Your task: Your answer should consist of each line below that contains the string "Sablier".

Data extracts:

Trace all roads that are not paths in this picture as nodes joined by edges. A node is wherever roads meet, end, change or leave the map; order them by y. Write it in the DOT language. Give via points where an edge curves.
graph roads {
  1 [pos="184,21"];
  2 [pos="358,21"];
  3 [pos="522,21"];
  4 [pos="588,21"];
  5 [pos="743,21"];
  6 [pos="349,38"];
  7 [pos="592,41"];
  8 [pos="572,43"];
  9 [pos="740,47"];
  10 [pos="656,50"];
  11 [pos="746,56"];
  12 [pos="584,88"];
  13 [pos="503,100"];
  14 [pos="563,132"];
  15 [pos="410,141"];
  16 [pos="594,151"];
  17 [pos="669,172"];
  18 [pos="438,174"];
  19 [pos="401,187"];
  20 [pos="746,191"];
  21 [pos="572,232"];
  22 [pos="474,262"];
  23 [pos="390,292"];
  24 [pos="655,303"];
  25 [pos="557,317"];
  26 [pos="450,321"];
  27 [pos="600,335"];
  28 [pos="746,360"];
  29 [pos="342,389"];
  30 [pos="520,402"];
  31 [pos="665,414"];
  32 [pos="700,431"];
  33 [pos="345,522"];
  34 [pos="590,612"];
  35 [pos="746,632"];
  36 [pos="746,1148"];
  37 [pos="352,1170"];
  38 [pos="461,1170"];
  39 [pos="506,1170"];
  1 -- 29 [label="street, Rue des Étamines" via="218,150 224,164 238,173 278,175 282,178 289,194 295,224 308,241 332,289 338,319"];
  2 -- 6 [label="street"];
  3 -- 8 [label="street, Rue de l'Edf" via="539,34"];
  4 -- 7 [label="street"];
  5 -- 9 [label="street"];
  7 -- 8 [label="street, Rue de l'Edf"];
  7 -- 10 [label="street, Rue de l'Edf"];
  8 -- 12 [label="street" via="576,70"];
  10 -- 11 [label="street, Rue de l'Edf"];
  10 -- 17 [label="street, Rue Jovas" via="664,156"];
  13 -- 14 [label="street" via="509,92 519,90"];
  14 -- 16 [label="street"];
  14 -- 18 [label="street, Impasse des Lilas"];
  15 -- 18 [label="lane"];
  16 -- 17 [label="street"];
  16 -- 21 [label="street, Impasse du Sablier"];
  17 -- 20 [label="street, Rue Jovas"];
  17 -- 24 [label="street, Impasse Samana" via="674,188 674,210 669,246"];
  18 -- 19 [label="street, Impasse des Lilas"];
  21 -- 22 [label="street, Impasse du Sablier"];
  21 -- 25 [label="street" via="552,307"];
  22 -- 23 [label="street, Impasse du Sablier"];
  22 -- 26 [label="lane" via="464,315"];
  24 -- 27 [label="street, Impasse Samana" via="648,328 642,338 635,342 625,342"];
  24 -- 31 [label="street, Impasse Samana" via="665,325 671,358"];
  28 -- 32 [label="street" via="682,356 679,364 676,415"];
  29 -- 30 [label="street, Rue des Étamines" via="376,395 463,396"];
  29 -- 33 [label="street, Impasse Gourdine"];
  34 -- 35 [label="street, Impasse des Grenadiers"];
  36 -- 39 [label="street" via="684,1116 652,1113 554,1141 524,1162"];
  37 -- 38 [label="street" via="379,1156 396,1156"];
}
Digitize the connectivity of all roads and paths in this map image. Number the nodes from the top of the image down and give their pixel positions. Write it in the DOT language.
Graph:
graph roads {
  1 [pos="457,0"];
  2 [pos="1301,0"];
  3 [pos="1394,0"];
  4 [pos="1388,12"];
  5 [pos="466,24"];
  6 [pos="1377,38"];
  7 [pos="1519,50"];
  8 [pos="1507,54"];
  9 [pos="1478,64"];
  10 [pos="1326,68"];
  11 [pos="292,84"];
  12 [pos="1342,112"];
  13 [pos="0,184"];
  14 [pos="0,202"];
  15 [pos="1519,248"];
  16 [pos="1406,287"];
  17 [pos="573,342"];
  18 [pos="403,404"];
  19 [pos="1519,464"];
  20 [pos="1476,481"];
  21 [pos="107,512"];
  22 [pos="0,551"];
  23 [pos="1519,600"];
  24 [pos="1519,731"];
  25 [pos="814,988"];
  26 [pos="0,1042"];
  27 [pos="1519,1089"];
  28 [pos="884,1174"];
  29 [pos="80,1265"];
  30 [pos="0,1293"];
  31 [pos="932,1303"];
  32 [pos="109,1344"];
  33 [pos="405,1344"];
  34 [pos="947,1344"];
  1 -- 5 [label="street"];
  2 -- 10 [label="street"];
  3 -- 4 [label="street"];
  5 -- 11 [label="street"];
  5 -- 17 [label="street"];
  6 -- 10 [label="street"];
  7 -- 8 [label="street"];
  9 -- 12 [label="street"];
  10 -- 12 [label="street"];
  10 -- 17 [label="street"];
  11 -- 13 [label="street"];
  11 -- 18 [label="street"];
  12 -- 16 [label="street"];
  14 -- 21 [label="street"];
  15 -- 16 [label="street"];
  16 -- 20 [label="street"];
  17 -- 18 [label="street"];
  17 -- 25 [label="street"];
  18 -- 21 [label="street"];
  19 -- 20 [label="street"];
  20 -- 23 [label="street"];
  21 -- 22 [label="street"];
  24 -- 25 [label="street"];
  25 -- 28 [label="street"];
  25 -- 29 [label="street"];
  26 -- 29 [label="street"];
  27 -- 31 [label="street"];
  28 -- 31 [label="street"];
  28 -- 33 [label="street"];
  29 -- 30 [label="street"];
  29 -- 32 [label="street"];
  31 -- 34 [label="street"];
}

Written response:
  16 -- 21 [label="street, Impasse du Sablier"];
  21 -- 22 [label="street, Impasse du Sablier"];
  22 -- 23 [label="street, Impasse du Sablier"];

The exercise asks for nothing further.